TSTPlus(c_in:int, c_out:int, seq_len:int, max_seq_len:Optional[int]=512, n_layers:int=3, d_model:int=128, n_heads:int=16, d_k:Optional[int]=None, d_v:Optional[int]=None, d_ff:int=256, res_dropout:float=0.0, act:str='gelu', key_padding_mask:bool=True, attn_mask:Optional[Tensor]=None, res_attention:bool=True, pre_norm:bool=False, pe:str='zeros', learn_pe:bool=True, flatten:bool=False, fc_dropout:float=0.0, concat_pool:bool=False, bn:bool=True, custom_head:Optional=None, y_range:Optional[tuple]=None, verbose:bool=False, **kwargs) :: Sequential

TST (Time Series Transformer) is a Transformer that takes continuous time series as inputs

from tsai.models.utils import build_ts_model

bs = 8
c_in = 9  # aka channels, features, variables, dimensions
c_out = 2
seq_len = 1_500

xb = torch.randn(bs, c_in, seq_len).to(device)

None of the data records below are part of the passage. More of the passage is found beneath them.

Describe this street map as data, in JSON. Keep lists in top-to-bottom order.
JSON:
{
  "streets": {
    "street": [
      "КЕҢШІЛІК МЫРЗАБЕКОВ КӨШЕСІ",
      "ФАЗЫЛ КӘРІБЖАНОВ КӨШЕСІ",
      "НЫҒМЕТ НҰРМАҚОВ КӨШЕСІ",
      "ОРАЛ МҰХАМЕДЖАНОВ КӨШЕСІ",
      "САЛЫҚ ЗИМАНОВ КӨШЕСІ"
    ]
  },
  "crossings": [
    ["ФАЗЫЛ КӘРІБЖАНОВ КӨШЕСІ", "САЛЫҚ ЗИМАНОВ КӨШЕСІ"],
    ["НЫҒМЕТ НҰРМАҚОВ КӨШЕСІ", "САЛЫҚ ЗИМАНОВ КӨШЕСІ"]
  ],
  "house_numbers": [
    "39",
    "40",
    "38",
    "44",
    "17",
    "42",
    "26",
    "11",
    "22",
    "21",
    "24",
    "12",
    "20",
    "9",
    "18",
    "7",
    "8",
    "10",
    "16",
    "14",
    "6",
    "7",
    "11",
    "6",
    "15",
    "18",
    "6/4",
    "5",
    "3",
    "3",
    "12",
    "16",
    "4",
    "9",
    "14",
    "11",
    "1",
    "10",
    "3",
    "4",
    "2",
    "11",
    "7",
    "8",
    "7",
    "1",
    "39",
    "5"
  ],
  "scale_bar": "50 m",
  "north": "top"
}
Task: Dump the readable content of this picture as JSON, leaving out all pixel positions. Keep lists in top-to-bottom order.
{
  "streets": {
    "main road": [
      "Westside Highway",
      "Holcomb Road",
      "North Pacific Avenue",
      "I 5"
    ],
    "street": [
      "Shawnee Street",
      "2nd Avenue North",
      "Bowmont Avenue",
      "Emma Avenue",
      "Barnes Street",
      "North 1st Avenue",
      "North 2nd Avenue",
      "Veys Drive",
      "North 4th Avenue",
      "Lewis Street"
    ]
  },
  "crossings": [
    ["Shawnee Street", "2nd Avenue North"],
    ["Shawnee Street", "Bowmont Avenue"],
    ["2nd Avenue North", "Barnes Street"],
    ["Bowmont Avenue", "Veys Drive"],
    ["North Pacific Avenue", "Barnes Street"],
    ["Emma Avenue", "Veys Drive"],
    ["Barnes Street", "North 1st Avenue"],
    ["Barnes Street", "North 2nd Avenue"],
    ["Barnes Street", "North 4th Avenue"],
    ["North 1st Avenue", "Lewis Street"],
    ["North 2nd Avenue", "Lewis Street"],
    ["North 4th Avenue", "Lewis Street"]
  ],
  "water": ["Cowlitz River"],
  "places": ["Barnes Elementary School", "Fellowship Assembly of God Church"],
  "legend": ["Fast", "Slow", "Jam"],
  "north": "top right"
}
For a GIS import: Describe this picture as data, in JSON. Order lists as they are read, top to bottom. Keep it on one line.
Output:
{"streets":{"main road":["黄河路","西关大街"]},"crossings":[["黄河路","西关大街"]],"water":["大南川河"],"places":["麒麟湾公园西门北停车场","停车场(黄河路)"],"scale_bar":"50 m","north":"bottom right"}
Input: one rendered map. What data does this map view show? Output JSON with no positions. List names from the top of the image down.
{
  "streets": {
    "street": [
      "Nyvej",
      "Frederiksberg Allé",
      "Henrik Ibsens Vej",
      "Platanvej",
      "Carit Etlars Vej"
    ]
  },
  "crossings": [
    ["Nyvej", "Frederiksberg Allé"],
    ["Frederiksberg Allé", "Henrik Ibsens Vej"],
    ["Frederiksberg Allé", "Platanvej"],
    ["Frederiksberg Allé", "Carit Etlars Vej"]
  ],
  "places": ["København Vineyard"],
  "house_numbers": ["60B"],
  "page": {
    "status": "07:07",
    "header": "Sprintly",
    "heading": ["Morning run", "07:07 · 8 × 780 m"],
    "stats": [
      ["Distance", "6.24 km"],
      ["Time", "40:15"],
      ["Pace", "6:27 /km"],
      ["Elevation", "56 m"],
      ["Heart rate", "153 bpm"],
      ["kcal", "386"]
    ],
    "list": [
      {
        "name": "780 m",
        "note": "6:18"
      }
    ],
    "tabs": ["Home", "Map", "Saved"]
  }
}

# standardize by channel by_var based on the training set
xb = (xb - xb.mean((0, 2), keepdim=True)) / xb.std((0, 2), keepdim=True)

# Settings
max_seq_len = 256
d_model = 128
n_heads = 16
d_k = d_v = None  # if None --> d_model // n_heads
d_ff = 256
res_dropout = 0.1
activation = "gelu"
n_layers = 3
fc_dropout = 0.1
pe = None
learn_pe = True
kwargs = {}

model = TSTPlus(c_in, c_out, seq_len, max_seq_len=max_seq_len, d_model=d_model, n_heads=n_heads,
                d_k=d_k, d_v=d_v, d_ff=d_ff, res_dropout=res_dropout, activation=activation, n_layers=n_layers,
                fc_dropout=fc_dropout, pe=pe, learn_pe=learn_pe, **kwargs).to(device)
test_eq(model(xb).shape, [bs, c_out])
test_eq(model[0], model.backbone)
test_eq(model[1], model.head)
model2 = build_ts_model(TSTPlus, c_in, c_out, seq_len, max_seq_len=max_seq_len, d_model=d_model, n_heads=n_heads,
                           d_k=d_k, d_v=d_v, d_ff=d_ff, res_dropout=res_dropout, activation=activation, n_layers=n_layers,
                           fc_dropout=fc_dropout, pe=pe, learn_pe=learn_pe, **kwargs).to(device)
test_eq(model2(xb).shape, [bs, c_out])
test_eq(model2[0], model2.backbone)
test_eq(model2[1], model2.head)
print(f'model parameters: {count_parameters(model)}')
model parameters: 404992
model = TSTPlus(c_in, c_out, seq_len, pre_norm=True).to(device)
test_eq(model(xb).shape, [bs, c_out])
bs = 8
c_in = 9  # aka channels, features, variables, dimensions
c_out = 2
seq_len = 5000

xb = torch.randn(bs, c_in, seq_len)

# standardize by channel by_var based on the training set
xb = (xb - xb.mean((0, 2), keepdim=True)) / xb.std((0, 2), keepdim=True)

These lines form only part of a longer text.